You’re correct, your WTH is solved.
And my point is that the dev container doesn’t provide a hussle-free debugging for everyone. It’s probably not the devcontainer, but VS Code that has some bugs.
I’m not alone in this. Another user who wrote this post Developing Home Assistant Core in a VSCode Devcontainer - #12 by dave_t_uk did have the same problem and we both setup the devcontainer in the last days using the newest HA build. Coincidence?

But luckly after doing some more furious googling I’ve found a solution/workaround that worked for me and him and now we can both enjoy the “default” debugging function without having to enable the debugpy integration in HA configuration.
He’s gonna post my solution in his guide, so whoever encounters the same issue (I’m pretty sure someone will sooner or later) will have the solution on the table after doing some furious googling leading him to this or the other post :wink:

Those errors look like he didn’t wait for the setup script to complete and fully install all the dependencies.

Also, if you followed that guide, there’s alot of old information in it that’s no longer needed. The directions in the dev docs are watered down so that you don’t need to learn vscode. You can do everything from vscode by just opening the command pallet, opening a remote repository, selecting your fork. When the container is set up. You should be able to run home assistant. If it errors, then it’s missing dependencies and you can just install the requirements through pip or use the setup script.

I think we’re on the same page here. The wth is solved because devcontainer and corresponding doc updates have made the process of getting a dev environment set up much easier.

That being said, there’s still extra steps to get a debugger attached which aren’t currently covered and could be made easier. Including your note here in the doc is one option.

Another (that I would prefer personally) is to update the devcontainer so the configuration.yaml used by the launch task includes debugpy. Or add a cli param that adds the debugpy integration even if it’s not in configuration.yaml and have the launch task use it. Something along those lines seems good.

I waited until the script told me that it had finished, with something like “do xxx to close this terminal”

Then I tried rebuilding it two more times, and restarting HA and vscode multiple times. I don’t think it was a time/waiting issue.

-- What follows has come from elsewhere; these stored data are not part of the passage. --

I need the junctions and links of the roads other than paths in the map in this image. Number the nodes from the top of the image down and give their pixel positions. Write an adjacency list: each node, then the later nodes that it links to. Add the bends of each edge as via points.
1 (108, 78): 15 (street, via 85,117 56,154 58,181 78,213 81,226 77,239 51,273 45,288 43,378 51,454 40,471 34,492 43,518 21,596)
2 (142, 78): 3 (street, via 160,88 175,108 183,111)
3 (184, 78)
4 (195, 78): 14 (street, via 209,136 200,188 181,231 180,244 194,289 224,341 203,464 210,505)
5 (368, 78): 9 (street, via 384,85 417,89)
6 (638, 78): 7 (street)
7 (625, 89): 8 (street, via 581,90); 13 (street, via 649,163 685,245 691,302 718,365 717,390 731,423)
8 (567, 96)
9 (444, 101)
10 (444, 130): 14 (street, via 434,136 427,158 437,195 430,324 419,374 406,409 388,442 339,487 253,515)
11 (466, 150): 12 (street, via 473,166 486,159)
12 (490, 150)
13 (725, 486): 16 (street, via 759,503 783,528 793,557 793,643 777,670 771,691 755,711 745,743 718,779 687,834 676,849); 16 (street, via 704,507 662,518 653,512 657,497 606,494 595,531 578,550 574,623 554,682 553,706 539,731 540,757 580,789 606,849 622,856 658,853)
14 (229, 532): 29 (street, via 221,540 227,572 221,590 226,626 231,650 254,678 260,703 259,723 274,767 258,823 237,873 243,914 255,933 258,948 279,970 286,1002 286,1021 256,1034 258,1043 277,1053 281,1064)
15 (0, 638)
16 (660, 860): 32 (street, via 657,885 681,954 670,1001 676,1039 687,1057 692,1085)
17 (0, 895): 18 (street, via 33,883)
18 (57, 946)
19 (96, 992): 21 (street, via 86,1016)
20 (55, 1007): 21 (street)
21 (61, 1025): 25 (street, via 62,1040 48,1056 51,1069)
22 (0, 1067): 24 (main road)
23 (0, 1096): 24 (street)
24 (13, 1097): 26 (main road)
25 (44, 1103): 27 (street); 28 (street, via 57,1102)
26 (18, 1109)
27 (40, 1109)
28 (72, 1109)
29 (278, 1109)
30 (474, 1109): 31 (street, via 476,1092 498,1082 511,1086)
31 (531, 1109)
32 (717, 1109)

Ok, so might be a silly question, but I don’t get this. If there are some dependencies missing immediately after the devcontainer is built, then doesn’t that mean that everyone will have exactly the same problems? So there’s no ‘if’? Don’t we all have identical systems at that point? Or have I misunderstood?

I get that the dev container won’t pre-install every python library for every integration. But it would be great if it could auto install the ones needed by the base system.

My experience is that it doesn’t work seamlessly and I have to fight it each time. My sledgehammer option (rip up everything and rebuild from scratch) doesn’t make any difference.

And I really don’t get why. I thought that once I’m inside the fresh docker container, it ‘looks’ the same for everyone (like the inside of the
original developer’s docker container).

Is my understanding wrong?

HA installs dependencies when they are configured and needed in the system. I would assume this is the case when running debug. This usually takes time, I’m impatient and just install everything right after I create the container so I don’t have to wait when I press play the first time.

I did the same thing, I’m pretty sure and still ended up with errors while launching the ‘Run task’ for the first time after rebuilding finished. As I said, I rebuilt my dev container multiple times and never experienced this before.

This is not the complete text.